The task — Omit the pictures while printing every entry below exactly as given.

Information given —
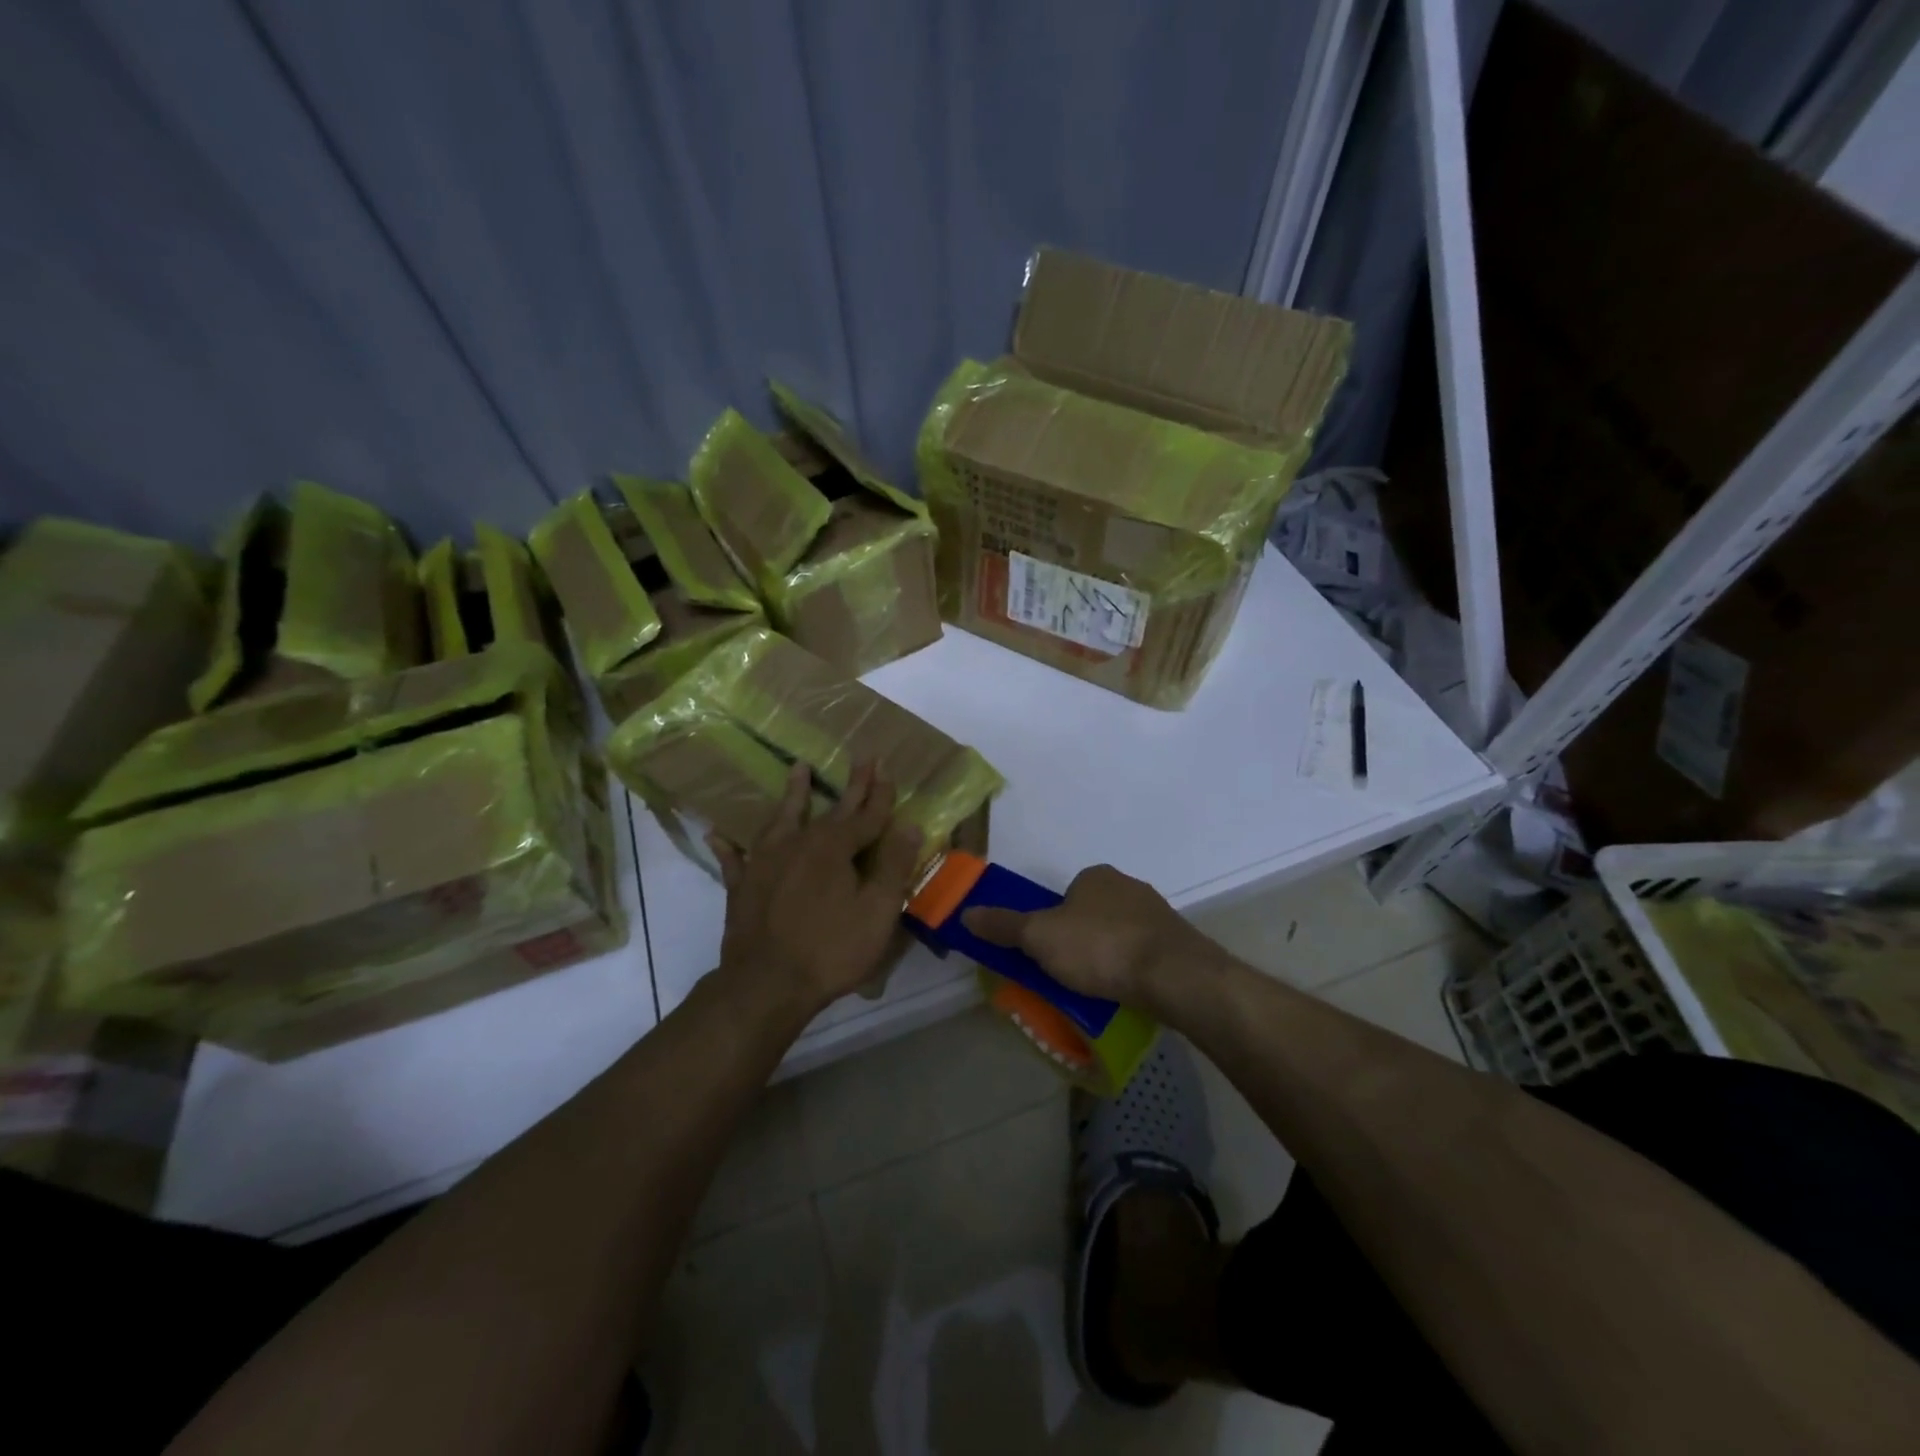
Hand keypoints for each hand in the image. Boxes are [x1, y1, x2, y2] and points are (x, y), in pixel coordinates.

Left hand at [708, 760, 922, 1021]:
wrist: (766, 984)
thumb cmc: (831, 949)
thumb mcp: (878, 912)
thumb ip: (894, 866)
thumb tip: (910, 825)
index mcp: (835, 848)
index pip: (867, 814)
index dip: (880, 793)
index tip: (886, 765)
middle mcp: (799, 843)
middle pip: (832, 809)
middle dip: (851, 785)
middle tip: (862, 757)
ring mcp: (765, 861)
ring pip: (783, 819)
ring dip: (793, 794)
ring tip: (797, 767)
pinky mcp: (742, 885)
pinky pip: (734, 858)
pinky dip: (728, 845)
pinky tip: (718, 833)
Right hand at [961, 864, 1214, 1011]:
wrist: (1175, 975)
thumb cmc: (1100, 947)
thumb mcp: (1040, 937)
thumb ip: (1004, 926)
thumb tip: (966, 913)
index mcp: (1096, 876)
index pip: (1065, 896)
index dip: (1051, 924)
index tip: (1047, 955)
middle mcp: (1128, 887)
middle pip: (1091, 915)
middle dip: (1079, 942)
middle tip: (1068, 976)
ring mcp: (1157, 915)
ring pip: (1119, 936)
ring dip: (1107, 958)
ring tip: (1098, 991)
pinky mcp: (1178, 944)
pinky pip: (1144, 955)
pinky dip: (1132, 971)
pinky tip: (1127, 993)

The completed task —
Hand keypoints for each hand in the image. Boxes are [x1, y1, x2, y2] and points are (x, y), in pixel coordinates.

Left hand at [708, 760, 922, 1021]:
wrist: (766, 984)
thumb cmc: (831, 949)
thumb mcp: (878, 912)
thumb ip: (894, 866)
thumb tip: (910, 825)
index mcp: (835, 848)
index pip: (867, 814)
index dip: (880, 793)
index tip: (886, 765)
middle mcp: (799, 843)
middle pip: (832, 809)
middle dip: (851, 785)
middle tip: (862, 757)
ring mcp: (765, 861)
ring pip: (783, 819)
ring dip: (793, 794)
ring tip: (797, 767)
pinky mcp: (742, 885)
pinky pip: (734, 858)
pinky dip: (728, 845)
pinky tip: (718, 833)
Right hand at [961, 864, 1214, 1011]:
wrist: (1175, 975)
thumb cmc: (1100, 947)
thumb mcp: (1040, 937)
thumb ip: (1004, 926)
thumb tip: (966, 913)
index mcp: (1096, 876)
index pip: (1065, 896)
index dip: (1051, 924)
index tip: (1047, 955)
middle mcp: (1128, 887)
middle pip: (1091, 915)
middle dip: (1079, 942)
middle tip: (1068, 976)
ring mcp: (1157, 915)
ring pip: (1119, 936)
ring dip: (1107, 958)
ring tip: (1098, 991)
pinky mcp: (1178, 944)
pinky pip: (1144, 955)
pinky dip: (1132, 971)
pinky tip: (1127, 993)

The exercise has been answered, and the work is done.